PROBLEM TO SOLVE: Going through the entries below, tally the lines that hold the word "Kaindlstraße" and state the result alone.

AVAILABLE RECORDS:

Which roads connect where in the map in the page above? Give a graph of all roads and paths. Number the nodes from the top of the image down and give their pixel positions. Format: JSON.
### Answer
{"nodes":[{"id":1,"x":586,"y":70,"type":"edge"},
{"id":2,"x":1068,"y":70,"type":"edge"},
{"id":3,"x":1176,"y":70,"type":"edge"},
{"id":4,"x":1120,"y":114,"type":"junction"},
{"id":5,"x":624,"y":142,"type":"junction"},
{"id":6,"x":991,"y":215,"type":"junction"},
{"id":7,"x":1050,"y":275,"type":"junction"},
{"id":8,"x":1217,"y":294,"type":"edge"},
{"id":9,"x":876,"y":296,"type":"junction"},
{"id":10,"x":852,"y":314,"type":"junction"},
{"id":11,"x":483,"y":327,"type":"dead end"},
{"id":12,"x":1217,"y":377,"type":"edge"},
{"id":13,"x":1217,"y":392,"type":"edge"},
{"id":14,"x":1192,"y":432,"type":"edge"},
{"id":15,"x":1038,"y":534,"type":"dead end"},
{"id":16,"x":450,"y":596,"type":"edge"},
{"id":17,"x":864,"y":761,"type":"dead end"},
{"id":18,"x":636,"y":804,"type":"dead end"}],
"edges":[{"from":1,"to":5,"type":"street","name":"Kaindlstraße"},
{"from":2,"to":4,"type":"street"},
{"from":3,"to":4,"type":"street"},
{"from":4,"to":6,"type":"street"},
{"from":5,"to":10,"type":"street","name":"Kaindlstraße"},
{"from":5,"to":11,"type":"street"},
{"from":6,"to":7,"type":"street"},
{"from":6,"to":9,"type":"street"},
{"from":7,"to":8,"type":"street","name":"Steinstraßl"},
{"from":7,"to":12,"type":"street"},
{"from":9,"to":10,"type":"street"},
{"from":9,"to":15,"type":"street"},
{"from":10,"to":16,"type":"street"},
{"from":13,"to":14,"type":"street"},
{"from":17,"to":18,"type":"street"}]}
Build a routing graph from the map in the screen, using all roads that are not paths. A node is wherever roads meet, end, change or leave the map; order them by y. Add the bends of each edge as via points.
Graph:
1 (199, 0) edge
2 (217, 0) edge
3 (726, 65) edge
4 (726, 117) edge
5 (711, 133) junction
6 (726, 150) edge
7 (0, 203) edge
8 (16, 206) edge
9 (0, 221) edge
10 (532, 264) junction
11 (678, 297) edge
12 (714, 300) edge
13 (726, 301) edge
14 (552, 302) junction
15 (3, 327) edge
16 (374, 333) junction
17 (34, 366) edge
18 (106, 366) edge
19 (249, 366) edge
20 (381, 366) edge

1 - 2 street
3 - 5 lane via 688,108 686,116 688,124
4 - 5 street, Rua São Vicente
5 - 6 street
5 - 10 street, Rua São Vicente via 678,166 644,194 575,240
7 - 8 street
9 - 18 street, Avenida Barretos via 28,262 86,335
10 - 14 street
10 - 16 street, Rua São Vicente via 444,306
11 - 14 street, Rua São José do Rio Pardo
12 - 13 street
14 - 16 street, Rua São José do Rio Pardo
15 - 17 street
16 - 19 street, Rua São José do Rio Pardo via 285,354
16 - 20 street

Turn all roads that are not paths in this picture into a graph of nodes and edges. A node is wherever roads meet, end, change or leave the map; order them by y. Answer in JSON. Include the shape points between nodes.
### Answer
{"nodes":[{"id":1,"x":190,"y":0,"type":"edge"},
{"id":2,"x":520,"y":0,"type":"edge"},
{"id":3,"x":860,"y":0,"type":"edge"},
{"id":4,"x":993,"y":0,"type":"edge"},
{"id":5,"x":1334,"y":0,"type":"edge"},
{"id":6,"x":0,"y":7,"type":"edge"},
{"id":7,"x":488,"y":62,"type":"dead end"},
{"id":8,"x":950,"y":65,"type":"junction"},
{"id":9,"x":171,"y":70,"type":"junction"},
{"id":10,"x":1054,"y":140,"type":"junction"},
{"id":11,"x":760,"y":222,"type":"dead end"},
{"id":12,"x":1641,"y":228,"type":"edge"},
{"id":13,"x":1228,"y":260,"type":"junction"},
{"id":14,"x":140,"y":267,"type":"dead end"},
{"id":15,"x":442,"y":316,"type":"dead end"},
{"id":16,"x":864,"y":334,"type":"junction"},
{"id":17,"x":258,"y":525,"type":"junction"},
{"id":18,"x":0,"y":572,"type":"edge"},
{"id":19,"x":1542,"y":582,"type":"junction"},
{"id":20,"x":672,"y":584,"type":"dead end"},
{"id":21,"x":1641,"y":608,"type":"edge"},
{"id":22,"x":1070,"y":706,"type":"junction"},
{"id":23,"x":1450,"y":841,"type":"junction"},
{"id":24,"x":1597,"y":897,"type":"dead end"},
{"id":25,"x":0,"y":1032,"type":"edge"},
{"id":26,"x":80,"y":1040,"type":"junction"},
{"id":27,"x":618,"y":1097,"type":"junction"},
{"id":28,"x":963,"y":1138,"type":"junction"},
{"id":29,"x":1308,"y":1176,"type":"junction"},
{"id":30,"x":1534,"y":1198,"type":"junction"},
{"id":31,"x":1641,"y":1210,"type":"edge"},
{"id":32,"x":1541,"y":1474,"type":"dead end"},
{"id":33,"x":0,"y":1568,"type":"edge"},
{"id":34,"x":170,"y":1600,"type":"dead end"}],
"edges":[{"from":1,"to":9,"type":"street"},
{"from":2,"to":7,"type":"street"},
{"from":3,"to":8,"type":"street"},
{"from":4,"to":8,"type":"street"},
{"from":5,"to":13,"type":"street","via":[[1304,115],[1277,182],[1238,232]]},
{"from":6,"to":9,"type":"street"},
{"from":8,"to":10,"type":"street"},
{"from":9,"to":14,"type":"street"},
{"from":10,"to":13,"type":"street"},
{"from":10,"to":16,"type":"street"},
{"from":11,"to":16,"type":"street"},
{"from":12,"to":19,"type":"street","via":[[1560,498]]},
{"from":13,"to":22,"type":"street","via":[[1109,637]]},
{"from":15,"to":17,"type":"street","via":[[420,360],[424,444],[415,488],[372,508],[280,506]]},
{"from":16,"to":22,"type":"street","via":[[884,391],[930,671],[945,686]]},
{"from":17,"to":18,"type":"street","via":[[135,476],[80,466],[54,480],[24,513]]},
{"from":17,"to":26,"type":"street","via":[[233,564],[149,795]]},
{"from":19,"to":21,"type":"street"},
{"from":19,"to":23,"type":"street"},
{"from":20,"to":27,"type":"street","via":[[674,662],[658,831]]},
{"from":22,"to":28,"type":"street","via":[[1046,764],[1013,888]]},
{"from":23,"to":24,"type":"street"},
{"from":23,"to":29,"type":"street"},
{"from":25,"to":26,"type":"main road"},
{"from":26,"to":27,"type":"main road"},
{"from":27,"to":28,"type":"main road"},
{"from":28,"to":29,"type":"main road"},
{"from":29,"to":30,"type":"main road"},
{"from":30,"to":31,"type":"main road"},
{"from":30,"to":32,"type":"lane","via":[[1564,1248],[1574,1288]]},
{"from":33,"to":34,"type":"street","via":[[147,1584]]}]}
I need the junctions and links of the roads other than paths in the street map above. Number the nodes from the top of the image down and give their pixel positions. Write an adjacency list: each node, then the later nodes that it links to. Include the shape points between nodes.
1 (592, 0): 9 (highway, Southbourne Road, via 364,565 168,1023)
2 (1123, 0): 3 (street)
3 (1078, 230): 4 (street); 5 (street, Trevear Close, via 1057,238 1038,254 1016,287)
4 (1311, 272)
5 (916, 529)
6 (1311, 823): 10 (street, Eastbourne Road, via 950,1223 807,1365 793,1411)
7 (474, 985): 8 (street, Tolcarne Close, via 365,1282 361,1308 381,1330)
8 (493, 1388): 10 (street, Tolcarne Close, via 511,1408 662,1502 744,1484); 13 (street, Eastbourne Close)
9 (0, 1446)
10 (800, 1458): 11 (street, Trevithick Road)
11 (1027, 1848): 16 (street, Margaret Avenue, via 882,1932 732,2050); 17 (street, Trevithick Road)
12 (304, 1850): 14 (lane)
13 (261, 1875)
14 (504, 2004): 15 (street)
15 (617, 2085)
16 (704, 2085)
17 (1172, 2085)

RESULT FOR THIS EXERCISE: 2